(Dataset items)
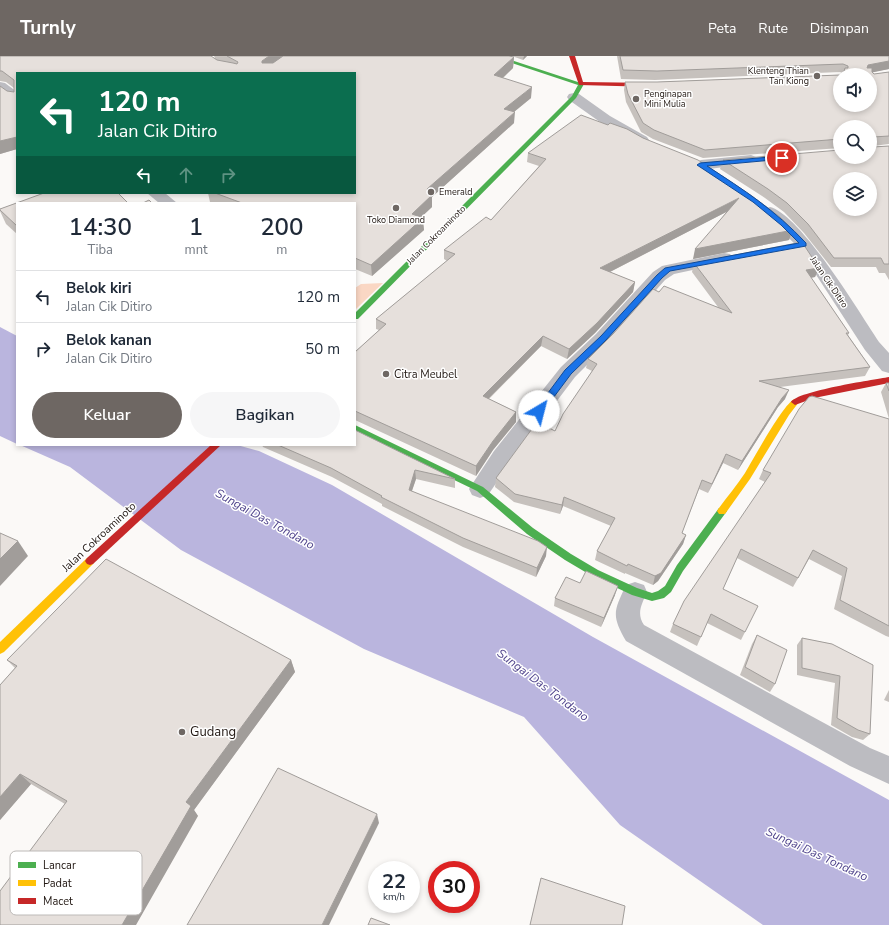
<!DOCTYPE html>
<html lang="id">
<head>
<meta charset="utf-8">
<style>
  :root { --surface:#fff; --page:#f6f6f7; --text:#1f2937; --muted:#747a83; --line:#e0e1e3; --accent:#6e6763 }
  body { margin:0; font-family:"Nunito Sans",sans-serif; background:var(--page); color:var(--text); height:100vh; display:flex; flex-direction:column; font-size:15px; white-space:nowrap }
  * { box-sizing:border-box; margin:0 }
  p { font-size:13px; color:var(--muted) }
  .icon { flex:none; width:22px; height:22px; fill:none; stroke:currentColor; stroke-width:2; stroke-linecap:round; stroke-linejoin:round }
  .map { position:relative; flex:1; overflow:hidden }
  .drawer { position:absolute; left:16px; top:146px; width:340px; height:244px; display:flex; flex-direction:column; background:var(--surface); border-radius:0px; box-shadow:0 2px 6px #0003 }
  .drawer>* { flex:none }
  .hud { position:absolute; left:16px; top:16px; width:340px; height:122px; border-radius:0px; box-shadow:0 2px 6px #0003; background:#0b6e4f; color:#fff; overflow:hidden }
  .fabs { position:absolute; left:833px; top:12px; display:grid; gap:8px }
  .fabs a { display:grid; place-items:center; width:44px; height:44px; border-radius:50%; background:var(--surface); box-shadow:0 2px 6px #0003; font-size:20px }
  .speed { position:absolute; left:368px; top:805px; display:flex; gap:8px; font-size:20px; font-weight:700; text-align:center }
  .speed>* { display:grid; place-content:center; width:52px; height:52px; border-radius:50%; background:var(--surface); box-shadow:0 2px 6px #0003; line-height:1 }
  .speed small { font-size:10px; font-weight:400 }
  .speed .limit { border:6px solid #d22; background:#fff; color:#111 }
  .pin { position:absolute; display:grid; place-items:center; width:34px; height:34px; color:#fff; margin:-17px; border:2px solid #fff; border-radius:50%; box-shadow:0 1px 4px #0007 }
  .me { position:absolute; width:44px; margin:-22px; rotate:37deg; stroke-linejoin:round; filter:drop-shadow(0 0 3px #0008) }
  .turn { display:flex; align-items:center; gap:14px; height:84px; padding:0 16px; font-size:18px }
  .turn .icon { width:52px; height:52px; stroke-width:2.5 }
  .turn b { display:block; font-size:28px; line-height:34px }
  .lanes { display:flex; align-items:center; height:38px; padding:0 16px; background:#0003; justify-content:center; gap:20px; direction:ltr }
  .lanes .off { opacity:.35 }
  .eta { display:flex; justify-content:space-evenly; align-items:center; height:68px; text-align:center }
  .eta b { font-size:24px; font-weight:600; line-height:28px }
  .primary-button { display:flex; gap:8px; margin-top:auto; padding:8px 16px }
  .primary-button a { flex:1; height:46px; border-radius:24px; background:var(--accent); color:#fff; font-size:16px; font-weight:600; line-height:46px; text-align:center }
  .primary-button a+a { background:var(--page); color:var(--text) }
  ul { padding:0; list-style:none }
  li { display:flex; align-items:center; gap:12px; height:52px; padding:0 16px; border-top:1px solid var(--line) }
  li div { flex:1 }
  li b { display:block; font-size:15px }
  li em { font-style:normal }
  header { display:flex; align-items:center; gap:24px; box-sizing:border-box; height:56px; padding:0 20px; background:var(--accent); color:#fff }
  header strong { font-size:19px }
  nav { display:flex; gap:22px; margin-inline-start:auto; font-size:14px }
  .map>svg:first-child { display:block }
  .green { fill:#fad7c4 }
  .water { fill:#bab5de }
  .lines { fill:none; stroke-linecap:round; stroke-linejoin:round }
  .street { fill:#bcbcc1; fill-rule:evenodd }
  .fast { fill:#4caf50; fill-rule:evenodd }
  .slow { fill:#ffc107; fill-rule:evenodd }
  .jam { fill:#c62828; fill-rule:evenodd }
  .wall { fill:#c6c1bd }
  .shaded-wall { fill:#a19d9a }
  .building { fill:#e6e0dc; stroke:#a19d9a; fill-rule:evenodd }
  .route { fill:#1a73e8; stroke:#114b97 }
  .poi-dot { fill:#6e6763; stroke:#fff; stroke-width:1.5 }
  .labels { text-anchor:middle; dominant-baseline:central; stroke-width:3; stroke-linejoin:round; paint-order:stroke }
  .far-poi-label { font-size:9px; fill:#221813; stroke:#fff; text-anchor:start }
  .far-street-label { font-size:9px; fill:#221813; stroke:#fff }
  .poi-label { font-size:11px; fill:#221813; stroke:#fff; text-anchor:start }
  .street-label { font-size:11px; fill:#221813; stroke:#fff }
  .water-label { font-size:12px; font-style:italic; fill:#4e428b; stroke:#fff }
  .near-poi-label { font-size:13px; fill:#221813; stroke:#fff; text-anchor:start }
  .key { fill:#fff; stroke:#bdbab8; stroke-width:1 }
  .key-label { font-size:11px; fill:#221813 }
</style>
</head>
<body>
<header>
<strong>Turnly</strong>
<nav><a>Peta</a><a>Rute</a><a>Disimpan</a></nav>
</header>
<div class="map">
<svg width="889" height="869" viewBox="0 0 889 869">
  <rect width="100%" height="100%" fill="#fbf9f7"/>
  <path class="green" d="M383,227L355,254V232L361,228Z"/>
  <g class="water">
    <path d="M0,271L17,280V388L0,380Z"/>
    <path d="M20,389H237L259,395L332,429L593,581L889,744V869H763L620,769L524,661L364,593L181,494L70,411Z"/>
  </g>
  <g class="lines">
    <g class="street">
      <path d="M0,26L5,27L17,36V46L12,45L0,36Z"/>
      <path d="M574,37L579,38L610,60L647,81L649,84L647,87L642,88L637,87L600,66L569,44L567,41L569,38Z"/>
      <path d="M751,99L756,101L759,104L756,107L701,114L696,112L693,109L696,106L701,104Z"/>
      <path d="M147,137H165L177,147H159Z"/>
      <path d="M770,151C801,159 859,256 879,286L889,297V317L882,315L865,294L798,191L762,156L764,153Z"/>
      <path d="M724,197L730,198L733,202L730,206L674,218L665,224L610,286L575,321L510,407L488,439L480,442L472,439L469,433L494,395L561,311L596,278L653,216L662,210Z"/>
      <path d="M635,526L644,529L647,536C642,548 636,557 644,569L870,692L889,700V728L850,710L626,585C611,559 614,555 626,529Z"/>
    </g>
    <g class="fast">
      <path d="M491,0H499L584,28L576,42L358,263H355V257L572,40L578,29Z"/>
      <path d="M355,369L483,431L533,472L571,498L598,514L637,532L652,537L658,535L665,530L677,509L719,452H725L727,455L683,515L671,536L664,542L652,545L632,539L592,520L565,504L527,478L477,435L355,376Z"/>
    </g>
    <g class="slow">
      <path d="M795,343L799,346L789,359L750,423L725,458H719L717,455L719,452C727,441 737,429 745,417C753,404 784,346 795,343Z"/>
      <path d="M90,501L93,502L95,505L93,508L4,596L0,598V586L87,502Z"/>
    </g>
    <g class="jam">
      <path d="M569,0H575L583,26L654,27L657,29L654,31L579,29Z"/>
      <path d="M889,321V327L814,342L795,349L791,346C798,335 872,324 889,321Z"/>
      <path d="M211,389H221L93,508L90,509L87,508L85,505L87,502Z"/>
    </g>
  </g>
  <g class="wall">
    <path d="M0,0L215,2L214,0H509L514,1L513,12L503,22L531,42L514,56V67L432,141V151L421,161L424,174L372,220L355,213V147H213L210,146L208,137H355V17H17V93L0,98V30L7,35L14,36V32L6,26L0,25Z"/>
    <path d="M512,0H527L523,4Z"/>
    <path d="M617,0H889V13L872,16L874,18L889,16V88L873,90V91L889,90V224L885,217H879L876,211H831L804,177L784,156L765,142L720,113L723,104L870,101L840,71V92L703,102L653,83L641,76L626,46L624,34L625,26H657L842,19L843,17L840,16L655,24L621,23Z"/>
    <path d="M528,97L793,174L789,184L693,203L726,156L610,216L635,226L633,236L595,277L567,303L541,290L489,343L516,356V366L493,394L476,420L355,364V296L379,274L376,273V263L447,205L444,203V194L491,164L539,110L527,106Z"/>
    <path d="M17,147V178L6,168L0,155V153Z"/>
    <path d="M694,207L819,212L815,221L811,222L849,277L848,279L870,311L865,320L780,331L785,343L778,351L738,414L723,407L708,437L699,433L682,477L686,479L683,488L658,525L653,529L625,517V518L595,504L597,495L611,470L563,450L560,458L514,446L495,431L496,422L555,375L592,315L586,312L588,303L659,236L718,251L692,216Z"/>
    <path d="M886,327H889V581L886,580L834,553L842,520L809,503L793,531L737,502L723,533L745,576L741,584L707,567L697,590L670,576L673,568L765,426L759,423L763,414L889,363L881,336Z"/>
    <path d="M262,389H355L455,423V432L416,423L412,435L546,500L536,521L463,491L382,450V448L332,421L263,391Z"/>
    <path d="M580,527L615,539L601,571L554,550L555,542Z"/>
    <path d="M757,579L775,628L770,636L740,619L752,588Z"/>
    <path d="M802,582L832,588L870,678L863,684L852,681L831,669L835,627L797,619V589Z"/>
    <path d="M7,604H291L295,616L194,754L198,760L65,748L31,728L0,764V629L15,612Z"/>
    <path d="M889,634V646L884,644Z"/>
    <path d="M541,822L622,869H530L539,830Z"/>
  </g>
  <g class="shaded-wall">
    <path d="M269,0H285L264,16L262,7V5Z"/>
    <path d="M524,0H527L523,4Z"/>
    <path d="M514,1L513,12L494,30V19Z"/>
    <path d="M889,5V13L865,18L868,9Z"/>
    <path d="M532,31L531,42L504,64V53Z"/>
    <path d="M515,56L514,67L432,141V151L412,170V158L427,133Z"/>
    <path d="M17,81V93L0,98V85Z"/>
    <path d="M739,142L736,151L598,222L600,212Z"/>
    <path d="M423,162L424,174L372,220L371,209Z"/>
    <path d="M793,174L789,184L693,203L695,193Z"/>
    <path d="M819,212L815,221L802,223L806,214Z"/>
    <path d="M635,226L633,236L595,277L567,303L569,293Z"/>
    <path d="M543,280L541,290L482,349L483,340Z"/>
    <path d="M789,334L785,343L778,351L738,414L742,405L782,342Z"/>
    <path d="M516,356V366L493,394L476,420V410L493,385Z"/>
    <path d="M726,398L723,407L708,437L712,428Z"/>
    <path d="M415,414L416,423L409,443V434Z"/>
    <path d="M564,441L563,450L560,458L562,449Z"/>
    <path d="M686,479L683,488L658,525L653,529L655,520Z"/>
    <path d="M18,485L28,500L0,530V503Z"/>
    <path d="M547,491L546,500L536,521L537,512Z"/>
    <path d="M618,530L615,539L601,571L604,562Z"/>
    <path d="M291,604L295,616L194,754L198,760L136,869H122L186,746Z"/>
    <path d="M20,718L31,728L0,764V741Z"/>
    <path d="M377,758L379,767L329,869H322Z"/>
  </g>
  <g class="building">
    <path d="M0,0H211L217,4L233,7L237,8L238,6L227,0H269L262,5V7H273L283,0H509L514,1L494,19L532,31L504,53L515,56L427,133L432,139L412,158L423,162L371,209L355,202V147H242L215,137H355V17H17V81L0,85V30L7,35L14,36V24L2,15H0Z"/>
    <path d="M620,0H889V5L868,9L867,12H872V16L874,18L889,16V80L873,81V91L889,90V208H884L881,202H834L808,168L787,147L768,133L723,104L840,94V101H870V71H840V83L705,94L654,74L643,67L628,38L625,26H657L840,19V49H870V19H842H843L845,12H848V10L843,8L657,15L623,14ZM840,123H870V153H840Z"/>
    <path d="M581,59L608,69L610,67L627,73L643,82L698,104L752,140L780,161L793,174L695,193L739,142L600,212L635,226L597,267L569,293L543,280L483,340L516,356L493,385L476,410L355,355V296L386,268L376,263L455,198L444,194L486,161L491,164L546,103L528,97Z"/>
    <path d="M44,137H118L128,147H17V170L0,154V153Z"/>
    <path d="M149,144L152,147H143Z"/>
    <path d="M802,186L819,212L806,214L849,277H846L870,311L759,325L789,334L782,342L742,405L726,398L712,428L702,424L682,477L686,479L661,517L655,520L628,508L627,510L597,495L615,462L564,441L562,449L515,438L496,422L537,366L555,375L563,358L597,308L588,303L613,278L653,233L659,236L664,230L732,257L694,207Z"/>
    <path d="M886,327H889V335Z"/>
    <path d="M812,340L889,363V570L840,544L847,512L813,494L798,522L741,493L723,533L758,550L745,576L711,558L701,581L673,568L684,545L771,417L763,414L799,353L809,341Z"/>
    <path d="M355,374L455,423L415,414L409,434L538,485L547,491L537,512L463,482L381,441L382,440L331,412L278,389H355Z"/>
    <path d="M0,477L18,485L0,503Z"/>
    <path d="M106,503L291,604L186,746L191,750L122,869H0V835L67,745L20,718L0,741V629L17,610L7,604Z"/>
    <path d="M586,515L618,530L604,562L555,542L566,521L580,527Z"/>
    <path d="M757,579L787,594L775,628L745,611Z"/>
    <path d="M802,582L832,588L873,609L870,678L858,674L837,662L840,620L802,612Z"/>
    <path d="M278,712L377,758L322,869H187Z"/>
    <path d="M541,822L625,850L622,869H530Z"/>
    <path d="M371,862L390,869H368Z"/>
  </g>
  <path class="route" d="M782,100L785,102L784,103L707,110C744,134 775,154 806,187V190L670,215L662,222L606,284L571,318L542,357H536L535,355L536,353L565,314L601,280L657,219L665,212L799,187L781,169L753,146L697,109L700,107Z"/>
  <g class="poi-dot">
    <circle cx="817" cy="20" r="4"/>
    <circle cx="636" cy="43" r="4"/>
    <circle cx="431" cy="136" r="4"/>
    <circle cx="396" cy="152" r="4"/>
    <circle cx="386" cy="318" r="4"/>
    <circle cx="182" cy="676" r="4"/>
  </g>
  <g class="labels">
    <g class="far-poi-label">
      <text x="809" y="15" text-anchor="end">Klenteng Thian<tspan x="809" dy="10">Tan Kiong</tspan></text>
      <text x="644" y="38">Penginapan<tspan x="644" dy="10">Mini Mulia</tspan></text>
      <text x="439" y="136">Emerald</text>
      <text x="396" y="164" text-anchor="middle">Toko Diamond</text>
    </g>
    <g class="far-street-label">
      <text transform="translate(436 179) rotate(-45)">Jalan Cokroaminoto</text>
      <text transform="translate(829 226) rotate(56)">Jalan Cik Ditiro</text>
    </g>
    <g class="poi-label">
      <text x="394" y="318">Citra Meubel</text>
    </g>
    <g class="street-label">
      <text transform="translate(99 481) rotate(-43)">Jalan Cokroaminoto</text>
    </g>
    <g class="water-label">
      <text transform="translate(265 463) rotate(29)">Sungai Das Tondano</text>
      <text transform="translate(543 629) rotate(37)">Sungai Das Tondano</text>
      <text transform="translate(817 798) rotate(25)">Sungai Das Tondano</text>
    </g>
    <g class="near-poi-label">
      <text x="190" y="676">Gudang</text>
    </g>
  </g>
  <rect x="10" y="795" width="132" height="64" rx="6" class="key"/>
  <rect x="18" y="806" width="18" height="6" fill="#4caf50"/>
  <rect x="18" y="824" width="18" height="6" fill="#ffc107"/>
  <rect x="18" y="842" width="18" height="6" fill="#c62828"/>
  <g class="key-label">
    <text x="43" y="813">Lancar</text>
    <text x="43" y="831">Padat</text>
    <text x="43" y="849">Macet</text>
  </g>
</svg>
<div class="fabs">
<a><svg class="icon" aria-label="sound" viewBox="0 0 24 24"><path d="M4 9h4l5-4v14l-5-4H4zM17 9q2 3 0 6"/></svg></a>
<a><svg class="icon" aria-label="search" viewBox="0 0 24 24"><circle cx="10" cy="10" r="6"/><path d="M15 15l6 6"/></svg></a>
<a><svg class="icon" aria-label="layers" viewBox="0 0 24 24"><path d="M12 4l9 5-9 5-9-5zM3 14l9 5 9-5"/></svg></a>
</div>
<div class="speed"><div>22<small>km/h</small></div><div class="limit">30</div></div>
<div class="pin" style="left:782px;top:102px;background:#d93025"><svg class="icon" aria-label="arrive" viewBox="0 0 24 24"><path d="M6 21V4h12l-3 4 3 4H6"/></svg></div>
<svg class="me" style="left:539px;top:355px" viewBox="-20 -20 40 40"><circle r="19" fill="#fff"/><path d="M0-13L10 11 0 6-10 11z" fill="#1a73e8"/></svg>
<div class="hud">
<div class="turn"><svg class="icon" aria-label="left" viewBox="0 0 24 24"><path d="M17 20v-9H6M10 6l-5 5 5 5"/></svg><div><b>120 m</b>Jalan Cik Ditiro</div></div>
<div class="lanes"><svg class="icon" aria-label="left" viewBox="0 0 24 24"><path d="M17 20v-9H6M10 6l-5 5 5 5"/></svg><svg class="icon off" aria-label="ahead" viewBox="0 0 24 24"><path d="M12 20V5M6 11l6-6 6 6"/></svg><svg class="icon off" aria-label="right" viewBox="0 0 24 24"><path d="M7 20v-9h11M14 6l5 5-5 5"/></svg></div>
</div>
<section class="drawer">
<div class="eta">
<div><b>14:30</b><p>Tiba</p></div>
<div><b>1</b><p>mnt</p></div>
<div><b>200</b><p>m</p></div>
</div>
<ul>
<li><svg class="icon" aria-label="left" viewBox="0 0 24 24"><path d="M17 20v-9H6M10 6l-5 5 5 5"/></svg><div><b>Belok kiri</b><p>Jalan Cik Ditiro</p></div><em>120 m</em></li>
<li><svg class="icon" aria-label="right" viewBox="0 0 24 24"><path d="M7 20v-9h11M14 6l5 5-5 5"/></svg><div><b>Belok kanan</b><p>Jalan Cik Ditiro</p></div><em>50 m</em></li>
</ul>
<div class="primary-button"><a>Keluar</a><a>Bagikan</a></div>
</section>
</div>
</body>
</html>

**Task description**:
Work through the records above. Copy every line with the string "direction".

**Result of the task**:
  body { margin:0; font-family:"Nunito Sans",sans-serif; background:var(--page); color:var(--text); height:100vh; display:flex; flex-direction:column; font-size:15px; white-space:nowrap }
  .drawer { position:absolute; left:16px; top:146px; width:340px; height:244px; display:flex; flex-direction:column; background:var(--surface); border-radius:0px; box-shadow:0 2px 6px #0003 }
  .lanes { display:flex; align-items:center; height:38px; padding:0 16px; background:#0003; justify-content:center; gap:20px; direction:ltr }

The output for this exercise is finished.